--- Work task ---
All of the data is to be printed again exactly as it appears.

--- Supplied records ---
=====

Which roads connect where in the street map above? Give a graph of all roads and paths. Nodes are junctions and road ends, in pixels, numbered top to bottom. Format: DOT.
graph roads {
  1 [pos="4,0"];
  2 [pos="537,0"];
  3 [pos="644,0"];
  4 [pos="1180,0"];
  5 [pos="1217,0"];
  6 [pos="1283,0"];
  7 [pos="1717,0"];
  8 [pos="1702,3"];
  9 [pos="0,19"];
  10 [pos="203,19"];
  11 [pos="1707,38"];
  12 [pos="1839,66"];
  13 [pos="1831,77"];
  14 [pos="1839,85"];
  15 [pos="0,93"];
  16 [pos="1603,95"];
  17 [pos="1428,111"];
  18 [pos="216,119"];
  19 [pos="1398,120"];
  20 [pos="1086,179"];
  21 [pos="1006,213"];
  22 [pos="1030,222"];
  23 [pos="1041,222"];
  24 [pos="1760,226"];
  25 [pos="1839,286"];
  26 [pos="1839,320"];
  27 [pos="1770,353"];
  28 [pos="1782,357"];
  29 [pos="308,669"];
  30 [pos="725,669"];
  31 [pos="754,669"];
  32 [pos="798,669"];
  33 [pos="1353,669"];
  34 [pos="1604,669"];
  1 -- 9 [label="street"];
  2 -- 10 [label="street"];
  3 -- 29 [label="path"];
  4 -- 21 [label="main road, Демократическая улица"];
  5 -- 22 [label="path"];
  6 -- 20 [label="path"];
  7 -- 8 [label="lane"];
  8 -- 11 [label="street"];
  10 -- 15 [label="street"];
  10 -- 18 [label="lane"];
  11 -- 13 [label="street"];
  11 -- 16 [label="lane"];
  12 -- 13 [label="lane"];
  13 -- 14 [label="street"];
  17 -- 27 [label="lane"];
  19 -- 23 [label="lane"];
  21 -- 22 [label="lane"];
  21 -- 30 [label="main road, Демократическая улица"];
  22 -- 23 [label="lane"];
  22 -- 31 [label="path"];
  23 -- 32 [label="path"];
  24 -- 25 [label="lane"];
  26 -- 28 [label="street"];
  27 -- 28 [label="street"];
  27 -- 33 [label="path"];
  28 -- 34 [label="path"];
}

=====

--- Solution to the exercise ---
Which roads connect where in the street map above? Give a graph of all roads and paths. Nodes are junctions and road ends, in pixels, numbered top to bottom. Format: DOT.
graph roads {
  1 [pos="4,0"];
  2 [pos="537,0"];
  3 [pos="644,0"];
  4 [pos="1180,0"];
  5 [pos="1217,0"];
  6 [pos="1283,0"];
  7 [pos="1717,0"];
  8 [pos="1702,3"];
  9 [pos="0,19"];
  10 [pos="203,19"];
  11 [pos="1707,38"];
  12 [pos="1839,66"];
  13 [pos="1831,77"];
  14 [pos="1839,85"];
  15 [pos="0,93"];
  16 [pos="1603,95"];
  17 [pos="1428,111"];
  18 [pos="216,119"];
  19 [pos="1398,120"];
  20 [pos="1086,179"];
  21 [pos="1006,213"];
  22 [pos="1030,222"];
  23 [pos="1041,222"];
  24 [pos="1760,226"];
  25 [pos="1839,286"];
  26 [pos="1839,320"];
  27 [pos="1770,353"];
  28 [pos="1782,357"];
  29 [pos="308,669"];
  30 [pos="725,669"];
  31 [pos="754,669"];
  32 [pos="798,669"];
  33 [pos="1353,669"];
  34 [pos="1604,669"];
  1 -- 9 [label="street"];
  2 -- 10 [label="street"];
  3 -- 29 [label="path"];
  4 -- 21 [label="main road, Демократическая улица"];
  5 -- 22 [label="path"];
  6 -- 20 [label="path"];
  7 -- 8 [label="lane"];
  8 -- 11 [label="street"];
  10 -- 15 [label="street"];
  10 -- 18 [label="lane"];
  11 -- 13 [label="street"];
  11 -- 16 [label="lane"];
  12 -- 13 [label="lane"];
  13 -- 14 [label="street"];
  17 -- 27 [label="lane"];
  19 -- 23 [label="lane"];
  21 -- 22 [label="lane"];
  21 -- 30 [label="main road, Демократическая улица"];
  22 -- 23 [label="lane"];
  22 -- 31 [label="path"];
  23 -- 32 [label="path"];
  24 -- 25 [label="lane"];
  26 -- 28 [label="street"];
  27 -- 28 [label="street"];
  27 -- 33 [label="path"];
  28 -- 34 [label="path"];
}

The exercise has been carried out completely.